How driving while intoxicated convictions affect immigration cases has been confusing and uncertain for quite some time.

Jersey City, New Jersey – How driving while intoxicated convictions affect immigration cases has been confusing and uncertain for quite some time. It remains so today, and likely for the foreseeable future. However, one small area of the law was recently addressed by the Third Circuit Court of Appeals.

On September 3, 2020, the court decided the petition for review of Roberto Luna-Reyes, a non-citizen who applied for cancellation of removal for non-permanent residents before the immigration court and who had been convicted of DWI three times in the State of New Jersey. In New Jersey, DWI is not a criminal charge; it is a motor vehicle violation. His punishment for his third conviction included the mandatory 180 days in jail under New Jersey law.

In order to be successful in an application for cancellation of removal, a person must demonstrate s/he is a person of good moral character for the 10 years immediately preceding the immigration judge’s decision. The Immigration and Nationality Act specifically states that a person who has been confined to a penal institution for 180 days or more during the statutory period does not have good moral character and cannot be approved for cancellation of removal.

Luna-Reyes applied for cancellation of removal before the immigration judge. He was denied because of the 180 days in jail. The Board of Immigration Appeals dismissed his appeal and he petitioned the Third Circuit for review.

The Third Circuit considered whether the DWI conviction entered in a “genuine criminal proceeding.” How New Jersey categorized the offense was irrelevant; what mattered was how the case was prosecuted and what rights the defendant had in court. The factors considered were whether proof of guilt beyond a reasonable doubt was required, the consequences of the finding of guilt, the rights available to the accused and other characteristics of the state court proceeding.

The Third Circuit concluded DWI proceedings in New Jersey are genuine criminal proceedings because New Jersey courts require proof beyond a reasonable doubt, because the punishment for DWI conviction is more punitive than rehabilitative, because DWI convictions may never be expunged and may be considered by courts in the event the defendant commits a new criminal offense, and because DWI defendants have many of the same rights as criminal defendants including appellate rights, the right to trial under the rules of evidence, the right to remain silent, the right to confrontation, the right to discovery and the right to double jeopardy protection.

While the Luna-Reyes decision is unpublished, meaning it is not binding upon lower courts, its analysis is highly persuasive and likely to be considered and followed by lower courts. The impact of the decision may be quite broad as the analysis will apply to other offenses heard in the New Jersey municipal courts such as simple assault, shoplifting, theft, criminal mischief and other offenses for which convictions may carry serious immigration consequences.

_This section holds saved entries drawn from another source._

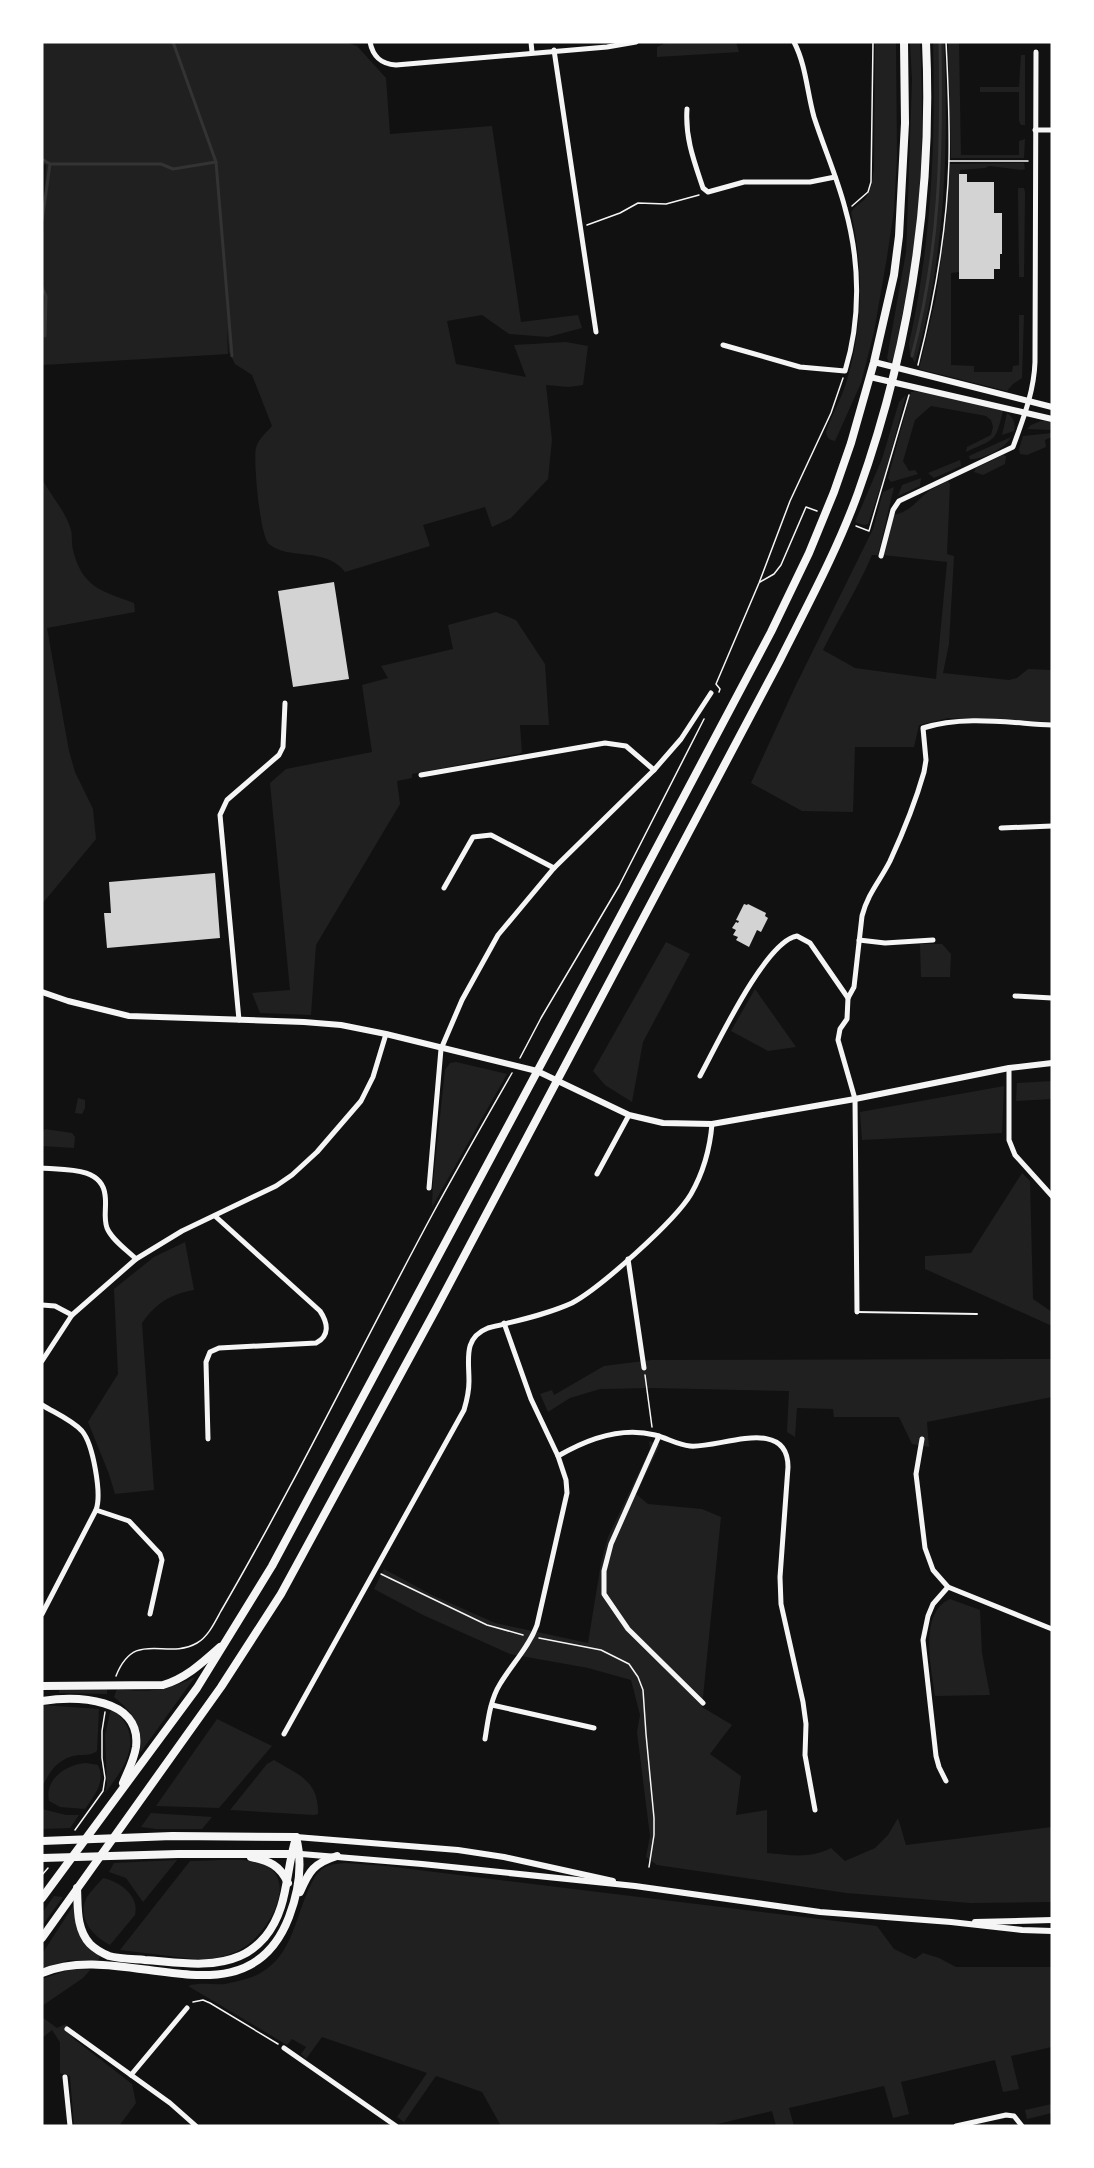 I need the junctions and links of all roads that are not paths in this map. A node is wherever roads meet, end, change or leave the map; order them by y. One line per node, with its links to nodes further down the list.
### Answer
1 (370, 42): 8 (street)
2 (531, 42): 8 (street)
3 (636, 42): 7 (street)
4 (794, 42): 13 (street)
5 (904, 42): 16 (main road)
6 (926, 42): 17 (main road)
7 (554, 50): 8 (street); 14 (street)
8 (532, 52)
9 (1036, 52): 11 (street)
10 (687, 109): 13 (street)
11 (1035, 130): 12 (street); 20 (street)
12 (1052, 130)
13 (835, 177): 15 (street)
14 (596, 332)
15 (723, 345)
16 (874, 362): 17 (street); 18 (main road)
17 (896, 367): 19 (main road); 20 (street)
18 (870, 377): 19 (street); 45 (main road)
19 (892, 382): 22 (street); 47 (main road)
20 (1028, 401): 21 (street); 22 (street)
21 (1052, 407)
22 (1025, 413): 23 (street); 24 (street)
23 (1052, 418)
24 (880, 556)
25 (711, 693): 28 (street)
26 (285, 703): 40 (street)
27 (1052, 725): 34 (street)
28 (654, 770): 29 (street); 32 (street)
29 (421, 776)
30 (1052, 826): 31 (street)
31 (1001, 828)
32 (554, 868): 33 (street); 42 (street)
33 (444, 888)
34 (859, 940): 35 (street); 38 (street)
35 (933, 940)
36 (42, 992): 40 (street)
37 (1015, 996): 39 (street)
38 (848, 998): 46 (street); 48 (street)
39 (1052, 998)
40 (239, 1020): 41 (street)
41 (386, 1034): 42 (street); 55 (street)
42 (441, 1049): 45 (street); 53 (street)
43 (1052, 1063): 44 (street)
44 (1009, 1068): 48 (street); 54 (street)
45 (537, 1071): 47 (street); 75 (main road)
46 (700, 1076)
47 (557, 1080): 49 (street); 95 (main road)
48 (855, 1099): 50 (street); 59 (street)
49 (629, 1115): 50 (street); 52 (street)
50 (711, 1124): 57 (street)
51 (42, 1168): 56 (street)
52 (597, 1174)
53 (429, 1188)
54 (1052, 1196)
55 (215, 1216): 56 (street); 67 (street)
56 (136, 1259): 61 (street)
57 (628, 1259): 62 (street); 64 (street)
58 (42, 1305): 61 (street)
59 (857, 1312): 60 (lane)
60 (977, 1314)
61 (72, 1316): 63 (street)
62 (504, 1323): 69 (street); 81 (street)
63 (42, 1361)
64 (644, 1368)
65 (42, 1405): 70 (street)
66 (656, 1435): 69 (street); 78 (street); 85 (street)
67 (208, 1439)
68 (922, 1439): 71 (street)
69 (558, 1456): 79 (street)
70 (96, 1510): 72 (street); 73 (street)
71 (948, 1587): 74 (street); 83 (street)
72 (42, 1614)
73 (150, 1614)
74 (1052, 1629)
75 (228, 1640): 76 (main road); 84 (main road)
76 (42, 1686)
77 (42, 1701): 84 (main road)
78 (703, 1703)
79 (492, 1705): 80 (street); 82 (street)
80 (594, 1728)
81 (284, 1734)
82 (485, 1739)
83 (946, 1781)
84 (118, 1795): 96 (main road)
85 (815, 1810)
86 (296, 1837): 87 (main road); 89 (main road); 90 (main road); 94 (street)
87 (42, 1841)
88 (241, 1854): 89 (main road); 92 (main road); 93 (main road)
89 (291, 1854): 90 (main road); 93 (main road)
90 (301, 1854): 91 (street); 97 (main road)
91 (337, 1856): 94 (street); 97 (main road)
92 (42, 1858)
93 (288, 1884): 95 (main road)
94 (635, 1886): 99 (street)
95 (76, 1887): 101 (main road)
96 (42, 1898)
97 (294, 1904): 102 (main road)
98 (1052, 1920): 99 (street)
99 (951, 1922): 100 (street)
100 (1052, 1931)
101 (42, 1938)
102 (42, 1973)
103 (187, 2008): 106 (street)
104 (67, 2029): 106 (street)
105 (284, 2048): 110 (street)
106 (130, 2075): 109 (street)
107 (65, 2077): 108 (street)
108 (70, 2126)
109 (196, 2126)
110 (396, 2126)
111 (956, 2126): 112 (street)
112 (1022, 2126)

It is notable that one of the three judges dissented, meaning disagreed, with the other two judges. The dissenting judge concluded a New Jersey DWI conviction should not be considered a conviction because New Jersey does not consider DWI to be criminal and this is the first factor that should be considered, because the penalties for DWI are intended to be rehabilitative rather than punitive, because not all protections of a criminal prosecution, and because an accused person retains the presumption of innocence even after an adjudication of DWI in the municipal court,  unlike in the criminal court where the once a person is found guilty they are presumed guilty through appeal.

The facts there is a dissent and the case is unpublished leaves the door open to arguing in lower courts that the dissent is correct. It is a difficult argument and will require extensive briefing for anyone making the argument, but for any person with such a questionable conviction, it is necessary to make the argument.